= EXERCISE DETAILS =
All lines from the line containing "middle pip: (874, 491)" up to and including the last line of the entries must be written out exactly, with no others.

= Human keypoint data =
BEGIN
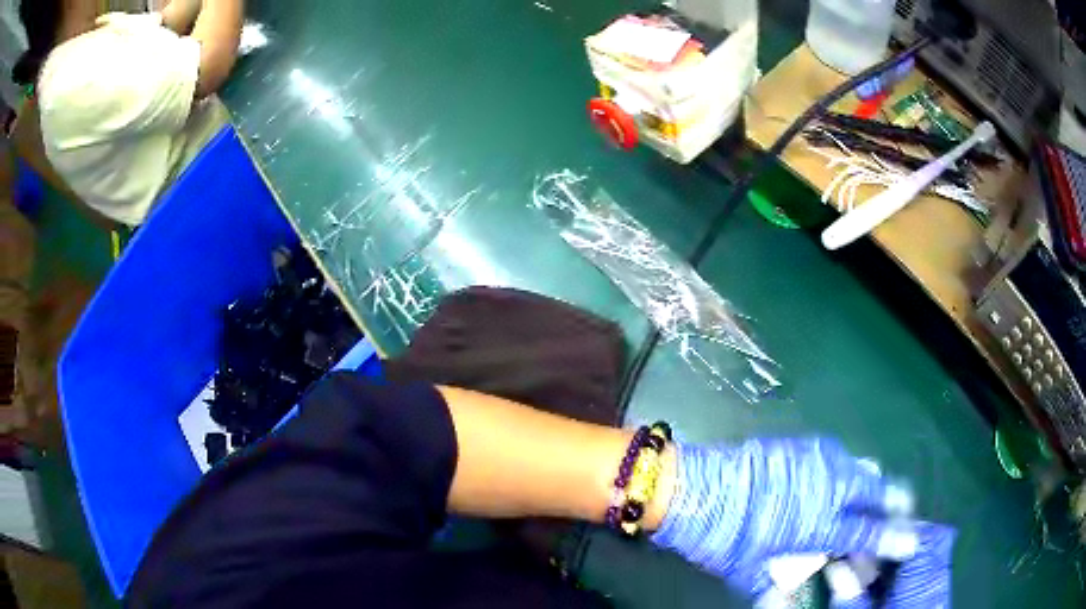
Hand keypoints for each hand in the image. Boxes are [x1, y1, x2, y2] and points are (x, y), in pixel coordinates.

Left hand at [651, 438, 952, 605]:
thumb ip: (778, 587)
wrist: (690, 488)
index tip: (913, 541)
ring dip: (869, 487)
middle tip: (900, 511)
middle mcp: (828, 486)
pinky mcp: (801, 446)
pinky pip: (838, 458)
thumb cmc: (721, 536)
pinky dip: (847, 472)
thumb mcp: (750, 571)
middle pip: (874, 491)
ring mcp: (816, 460)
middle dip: (892, 503)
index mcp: (819, 523)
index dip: (892, 539)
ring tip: (870, 500)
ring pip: (860, 470)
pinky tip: (840, 482)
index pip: (866, 532)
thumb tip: (785, 605)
END
= RESPONSE TO THIS TASK =
middle pip: (874, 491)
ring mcp: (816, 460)
middle dip: (892, 503)
index mcp: (819, 523)
index dip: (892, 539)
ring tip: (870, 500)
ring pip: (860, 470)
pinky tip: (840, 482)
index pip: (866, 532)
thumb tip: (785, 605)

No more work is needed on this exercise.